Up until the September 2, Seattle city council hearing we largely kept the Indigenous Peoples’ Day resolution from the media spotlight. Days before the council meeting we released a press release on the Last Real Indians webpage, whom I am write for. The idea was that we would be asserting our voice on this issue and establish the framework for which the issue would be discussed on our own terms. As the massive rally descended upon the Seattle city council hearing on September 2, the mainstream press was playing a game of catch up on our resolution that had already generated Turtle Island-wide buzz amongst Native communities.

While a decision was made on September 2 to hold the vote off until October 6, we were able to secure the endorsement of Seattle’s Mayor Ed Murray a generated nationwide attention on our Indigenous Peoples’ Day resolution.
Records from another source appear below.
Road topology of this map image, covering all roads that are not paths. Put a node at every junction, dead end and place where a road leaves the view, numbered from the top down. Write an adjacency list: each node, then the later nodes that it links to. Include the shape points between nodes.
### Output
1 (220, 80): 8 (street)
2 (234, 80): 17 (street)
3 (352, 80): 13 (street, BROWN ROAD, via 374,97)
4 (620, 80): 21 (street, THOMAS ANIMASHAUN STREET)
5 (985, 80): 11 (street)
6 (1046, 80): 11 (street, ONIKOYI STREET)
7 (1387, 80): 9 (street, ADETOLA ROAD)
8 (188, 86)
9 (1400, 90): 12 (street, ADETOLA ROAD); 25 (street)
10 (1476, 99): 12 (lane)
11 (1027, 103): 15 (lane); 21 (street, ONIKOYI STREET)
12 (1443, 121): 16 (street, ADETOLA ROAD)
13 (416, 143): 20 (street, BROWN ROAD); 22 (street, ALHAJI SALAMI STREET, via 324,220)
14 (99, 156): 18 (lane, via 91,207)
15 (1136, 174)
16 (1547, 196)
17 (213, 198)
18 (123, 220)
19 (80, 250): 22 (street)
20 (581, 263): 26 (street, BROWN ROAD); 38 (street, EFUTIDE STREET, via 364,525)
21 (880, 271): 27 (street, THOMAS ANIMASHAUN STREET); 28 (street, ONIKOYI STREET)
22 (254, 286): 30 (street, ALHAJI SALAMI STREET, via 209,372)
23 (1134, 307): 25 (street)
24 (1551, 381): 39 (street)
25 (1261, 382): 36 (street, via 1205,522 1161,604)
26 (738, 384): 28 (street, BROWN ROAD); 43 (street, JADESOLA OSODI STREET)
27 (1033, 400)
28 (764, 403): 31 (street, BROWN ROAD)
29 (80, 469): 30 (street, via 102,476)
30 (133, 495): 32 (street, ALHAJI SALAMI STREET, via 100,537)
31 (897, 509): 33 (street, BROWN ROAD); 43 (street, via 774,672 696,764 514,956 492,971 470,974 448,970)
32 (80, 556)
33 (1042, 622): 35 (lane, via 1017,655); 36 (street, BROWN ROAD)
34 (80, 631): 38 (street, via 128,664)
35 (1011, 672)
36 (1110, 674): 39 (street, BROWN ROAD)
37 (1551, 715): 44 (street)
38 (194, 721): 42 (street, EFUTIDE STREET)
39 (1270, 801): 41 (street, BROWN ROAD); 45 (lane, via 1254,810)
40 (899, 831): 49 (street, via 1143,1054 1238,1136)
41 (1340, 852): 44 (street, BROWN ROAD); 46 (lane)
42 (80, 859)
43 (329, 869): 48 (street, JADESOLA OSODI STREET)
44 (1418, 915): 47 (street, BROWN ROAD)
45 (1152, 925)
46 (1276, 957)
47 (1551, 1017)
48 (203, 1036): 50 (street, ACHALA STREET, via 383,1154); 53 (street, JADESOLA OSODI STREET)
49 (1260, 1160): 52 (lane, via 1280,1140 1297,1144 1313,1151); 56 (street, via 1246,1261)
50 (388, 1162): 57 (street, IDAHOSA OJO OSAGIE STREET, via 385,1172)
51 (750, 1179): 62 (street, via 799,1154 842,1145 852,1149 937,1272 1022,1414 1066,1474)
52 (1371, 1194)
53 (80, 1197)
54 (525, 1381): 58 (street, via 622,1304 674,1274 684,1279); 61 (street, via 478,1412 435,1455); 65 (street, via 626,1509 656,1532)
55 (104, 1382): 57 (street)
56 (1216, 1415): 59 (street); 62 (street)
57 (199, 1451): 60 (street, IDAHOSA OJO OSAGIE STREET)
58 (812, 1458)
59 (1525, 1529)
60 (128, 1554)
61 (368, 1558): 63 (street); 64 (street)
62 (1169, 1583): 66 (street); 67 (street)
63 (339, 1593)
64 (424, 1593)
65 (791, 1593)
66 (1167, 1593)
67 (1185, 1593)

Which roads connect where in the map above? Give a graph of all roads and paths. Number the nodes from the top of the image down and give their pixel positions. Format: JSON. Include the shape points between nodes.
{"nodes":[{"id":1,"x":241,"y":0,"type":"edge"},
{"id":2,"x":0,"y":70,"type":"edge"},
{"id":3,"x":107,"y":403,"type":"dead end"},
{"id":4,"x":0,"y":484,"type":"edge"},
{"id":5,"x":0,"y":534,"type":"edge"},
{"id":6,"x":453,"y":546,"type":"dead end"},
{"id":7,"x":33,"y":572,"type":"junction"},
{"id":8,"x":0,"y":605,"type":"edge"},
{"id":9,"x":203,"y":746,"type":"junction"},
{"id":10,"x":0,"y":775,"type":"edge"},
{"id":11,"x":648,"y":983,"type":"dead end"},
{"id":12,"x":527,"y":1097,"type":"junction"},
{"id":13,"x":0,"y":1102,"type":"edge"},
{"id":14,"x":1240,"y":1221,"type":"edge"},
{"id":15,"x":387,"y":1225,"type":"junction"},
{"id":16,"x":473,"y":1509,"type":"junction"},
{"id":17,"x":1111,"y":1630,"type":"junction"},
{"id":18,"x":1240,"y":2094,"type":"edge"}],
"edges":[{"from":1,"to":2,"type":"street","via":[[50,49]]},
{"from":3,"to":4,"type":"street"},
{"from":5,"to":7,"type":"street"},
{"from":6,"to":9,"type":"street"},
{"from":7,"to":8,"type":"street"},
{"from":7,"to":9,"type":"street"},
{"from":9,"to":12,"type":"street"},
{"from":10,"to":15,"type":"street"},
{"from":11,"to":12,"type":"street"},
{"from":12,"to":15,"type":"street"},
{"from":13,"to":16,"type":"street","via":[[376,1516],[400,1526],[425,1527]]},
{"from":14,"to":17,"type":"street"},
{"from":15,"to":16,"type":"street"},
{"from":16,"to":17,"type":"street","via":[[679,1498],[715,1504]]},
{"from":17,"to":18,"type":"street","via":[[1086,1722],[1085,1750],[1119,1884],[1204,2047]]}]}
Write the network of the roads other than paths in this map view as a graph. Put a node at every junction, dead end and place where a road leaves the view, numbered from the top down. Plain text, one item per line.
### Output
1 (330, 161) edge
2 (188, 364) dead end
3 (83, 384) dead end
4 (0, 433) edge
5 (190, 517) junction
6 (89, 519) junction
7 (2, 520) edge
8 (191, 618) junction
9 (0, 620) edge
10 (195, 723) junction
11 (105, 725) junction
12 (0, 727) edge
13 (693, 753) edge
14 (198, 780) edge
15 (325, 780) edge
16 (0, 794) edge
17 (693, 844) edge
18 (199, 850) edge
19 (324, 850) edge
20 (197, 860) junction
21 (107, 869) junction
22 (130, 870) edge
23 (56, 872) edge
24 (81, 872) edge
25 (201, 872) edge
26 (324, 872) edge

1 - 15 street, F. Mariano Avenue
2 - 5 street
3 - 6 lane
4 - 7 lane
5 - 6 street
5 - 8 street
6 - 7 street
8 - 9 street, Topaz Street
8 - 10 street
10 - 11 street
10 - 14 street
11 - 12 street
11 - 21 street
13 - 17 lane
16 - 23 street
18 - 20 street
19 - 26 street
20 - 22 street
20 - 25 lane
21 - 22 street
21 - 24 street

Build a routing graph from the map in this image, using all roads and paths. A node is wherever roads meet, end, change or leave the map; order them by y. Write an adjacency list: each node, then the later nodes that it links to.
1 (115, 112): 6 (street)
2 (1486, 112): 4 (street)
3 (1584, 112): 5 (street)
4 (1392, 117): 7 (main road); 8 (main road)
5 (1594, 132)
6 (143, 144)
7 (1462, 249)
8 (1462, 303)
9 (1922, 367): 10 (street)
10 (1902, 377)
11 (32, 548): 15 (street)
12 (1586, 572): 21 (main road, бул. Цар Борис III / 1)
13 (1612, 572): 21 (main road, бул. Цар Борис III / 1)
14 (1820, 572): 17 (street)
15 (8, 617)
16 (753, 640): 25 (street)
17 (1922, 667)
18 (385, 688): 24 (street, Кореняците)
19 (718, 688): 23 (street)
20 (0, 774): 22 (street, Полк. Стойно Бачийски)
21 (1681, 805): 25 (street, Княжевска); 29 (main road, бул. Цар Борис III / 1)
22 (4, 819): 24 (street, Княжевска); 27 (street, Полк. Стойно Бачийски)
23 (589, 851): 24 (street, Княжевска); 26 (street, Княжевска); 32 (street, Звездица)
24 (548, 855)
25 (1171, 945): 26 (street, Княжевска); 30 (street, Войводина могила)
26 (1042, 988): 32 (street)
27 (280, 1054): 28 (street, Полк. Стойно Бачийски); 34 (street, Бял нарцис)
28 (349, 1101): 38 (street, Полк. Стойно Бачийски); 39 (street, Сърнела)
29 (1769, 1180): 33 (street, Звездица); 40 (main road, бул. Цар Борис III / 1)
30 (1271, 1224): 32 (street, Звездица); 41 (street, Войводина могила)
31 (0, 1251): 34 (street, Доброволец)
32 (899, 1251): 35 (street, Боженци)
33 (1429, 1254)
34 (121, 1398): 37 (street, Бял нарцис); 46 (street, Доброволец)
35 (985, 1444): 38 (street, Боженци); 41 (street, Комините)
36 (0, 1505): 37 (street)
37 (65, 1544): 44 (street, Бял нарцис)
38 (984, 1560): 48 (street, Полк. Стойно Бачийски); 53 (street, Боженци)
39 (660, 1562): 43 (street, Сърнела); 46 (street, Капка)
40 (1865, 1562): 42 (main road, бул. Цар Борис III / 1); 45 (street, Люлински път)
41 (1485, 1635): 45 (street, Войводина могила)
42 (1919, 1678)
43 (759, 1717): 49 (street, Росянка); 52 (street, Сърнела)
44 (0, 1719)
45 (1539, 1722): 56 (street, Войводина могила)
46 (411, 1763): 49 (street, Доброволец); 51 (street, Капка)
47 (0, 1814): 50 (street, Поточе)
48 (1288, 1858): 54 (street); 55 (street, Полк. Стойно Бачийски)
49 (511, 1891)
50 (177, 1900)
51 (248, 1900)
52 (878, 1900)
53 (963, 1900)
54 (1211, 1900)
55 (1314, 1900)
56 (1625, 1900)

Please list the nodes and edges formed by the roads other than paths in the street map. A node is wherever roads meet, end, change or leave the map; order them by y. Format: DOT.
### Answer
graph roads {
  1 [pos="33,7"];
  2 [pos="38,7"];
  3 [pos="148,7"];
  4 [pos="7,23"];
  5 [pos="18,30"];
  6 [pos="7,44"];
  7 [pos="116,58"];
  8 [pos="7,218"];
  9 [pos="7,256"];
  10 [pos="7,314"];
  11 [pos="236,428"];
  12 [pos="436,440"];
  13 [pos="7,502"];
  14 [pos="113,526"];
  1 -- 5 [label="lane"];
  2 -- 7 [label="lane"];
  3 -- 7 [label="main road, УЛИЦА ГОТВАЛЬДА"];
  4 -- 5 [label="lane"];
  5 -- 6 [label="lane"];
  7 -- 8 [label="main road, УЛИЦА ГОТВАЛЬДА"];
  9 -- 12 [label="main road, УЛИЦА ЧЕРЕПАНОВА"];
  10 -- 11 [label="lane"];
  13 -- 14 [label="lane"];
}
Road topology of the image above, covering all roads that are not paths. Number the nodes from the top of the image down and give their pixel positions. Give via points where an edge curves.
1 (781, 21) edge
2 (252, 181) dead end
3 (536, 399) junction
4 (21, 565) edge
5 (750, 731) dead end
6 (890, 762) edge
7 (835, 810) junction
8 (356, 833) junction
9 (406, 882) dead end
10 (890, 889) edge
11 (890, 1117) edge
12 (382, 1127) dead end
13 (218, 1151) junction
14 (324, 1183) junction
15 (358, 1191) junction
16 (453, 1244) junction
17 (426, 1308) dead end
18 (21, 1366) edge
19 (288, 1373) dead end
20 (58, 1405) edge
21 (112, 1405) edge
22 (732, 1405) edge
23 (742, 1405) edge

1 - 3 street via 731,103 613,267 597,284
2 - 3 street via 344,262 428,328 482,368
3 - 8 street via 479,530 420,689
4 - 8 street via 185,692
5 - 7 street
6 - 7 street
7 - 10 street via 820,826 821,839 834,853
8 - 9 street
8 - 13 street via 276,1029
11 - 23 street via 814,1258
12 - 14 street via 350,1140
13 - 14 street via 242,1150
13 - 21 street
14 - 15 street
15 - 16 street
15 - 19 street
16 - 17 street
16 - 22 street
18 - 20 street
Throughout September, we keep up a steady stream of pressure on both the Seattle city council and Seattle school board with emails, petitions, phone calls, and letters of endorsement from area Tribes and other supporters, as well as, built broad support through social media campaigning.

For me personally, it was phenomenal to see such a concerted and collaborative joint effort develop between Seattle’s urban Native community, Tribe’s and Tribal leaders. By time the October 1 Seattle school board vote and the October 6 Seattle city council vote came around a true urban and Tribal partnership was firmly established. The Seattle city council vote saw testimony given from tribal leaders David Bean (Puyallup), Fawn Sharp (President of both the Quinualt Indian Nation and the Affiliated Tribes of Northwest Indians), Mel Sheldon (former Chair of the Tulalip Tribes), as well as, numerous members of Seattle’s urban Native community.

Throughout the whole process, we keep the perspective that we are simply part of a larger movement being fought on the local grassroots level to not only abolish Columbus Day, but see our communities rise up and assert our own voices on our own terms on issues of importance to us.

We sought to show the power our communities possess when we come together unified under the belief and knowledge that what we do today is both work to heal past generations and lift the spirits of our future generations.

Happy Indigenous Peoples’ Day

Mitakuye oyasin.

Matt Remle (Lakota) lives in Seattle.  He works for the office of Indian Education in the Marysville/Tulalip school district. He is a writer for Last Real Indians @ www.lastrealindians.com and runs an online Lakota language program at www.LRInspire.com. He is a father of three and the author of Seattle’s Indigenous Peoples’ Day resolution.